■ **Work instruction**
After locating the line that holds "ring pip: (172, 229)", output it and all following lines word for word, stopping only at the end of the data.
BEGIN
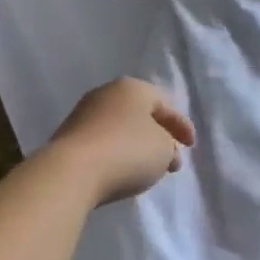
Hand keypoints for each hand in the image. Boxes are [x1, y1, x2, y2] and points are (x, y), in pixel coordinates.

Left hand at [48, 78, 195, 206]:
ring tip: (149, 168)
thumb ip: (168, 144)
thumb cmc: (127, 151)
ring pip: (121, 129)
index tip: (191, 146)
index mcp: (133, 88)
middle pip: (141, 115)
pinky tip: (122, 171)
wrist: (72, 171)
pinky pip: (103, 143)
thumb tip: (159, 147)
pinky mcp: (69, 138)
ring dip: (138, 146)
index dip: (181, 125)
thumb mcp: (164, 148)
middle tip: (172, 159)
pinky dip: (117, 154)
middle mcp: (106, 94)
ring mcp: (83, 114)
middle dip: (159, 136)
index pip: (164, 104)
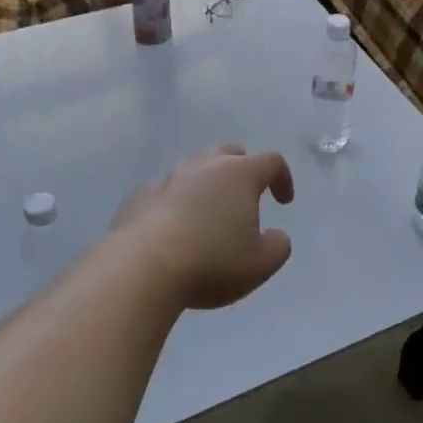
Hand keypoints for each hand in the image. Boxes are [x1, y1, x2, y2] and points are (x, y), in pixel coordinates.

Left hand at [113, 146, 295, 310]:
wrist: (143, 267)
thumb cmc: (212, 262)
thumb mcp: (261, 263)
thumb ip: (278, 246)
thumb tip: (275, 236)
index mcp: (239, 174)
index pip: (271, 161)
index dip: (282, 178)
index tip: (283, 202)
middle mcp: (204, 166)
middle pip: (230, 155)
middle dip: (242, 172)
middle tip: (245, 200)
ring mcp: (168, 178)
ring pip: (194, 170)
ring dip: (206, 187)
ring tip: (207, 217)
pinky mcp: (139, 195)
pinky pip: (164, 192)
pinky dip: (174, 203)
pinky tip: (172, 230)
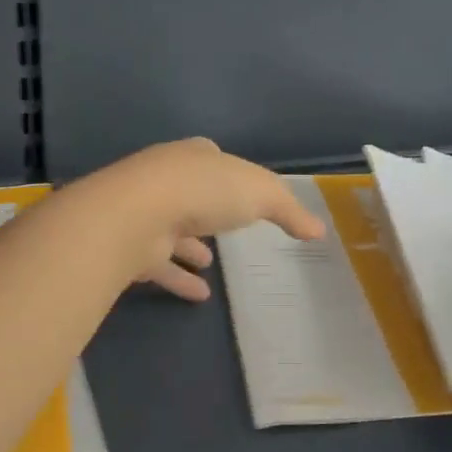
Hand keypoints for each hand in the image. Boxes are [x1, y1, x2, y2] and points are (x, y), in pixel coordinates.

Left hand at [80, 138, 326, 300]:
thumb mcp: (260, 193)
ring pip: (172, 229)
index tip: (240, 188)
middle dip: (207, 208)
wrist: (138, 214)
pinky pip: (161, 265)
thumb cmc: (205, 191)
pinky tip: (200, 295)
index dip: (226, 171)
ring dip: (190, 245)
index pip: (211, 158)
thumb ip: (288, 210)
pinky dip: (179, 278)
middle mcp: (166, 179)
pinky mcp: (133, 247)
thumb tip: (318, 229)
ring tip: (211, 263)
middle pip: (190, 192)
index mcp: (194, 156)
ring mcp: (146, 213)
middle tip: (225, 227)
END
■ **Solution to the problem**
ring pip: (172, 229)
index tip: (240, 188)
middle dip: (207, 208)
wrist: (138, 214)
pinky pip: (161, 265)
thumb cmc: (205, 191)
pinky tip: (200, 295)
index dip: (226, 171)
ring dip: (190, 245)
index pip: (211, 158)
thumb ip: (288, 210)
pinky dip: (179, 278)
middle mcp: (166, 179)
pinky mcp: (133, 247)
thumb tip: (318, 229)
ring tip: (211, 263)
middle pip: (190, 192)
index mcp: (194, 156)
ring mcp: (146, 213)
middle tip: (225, 227)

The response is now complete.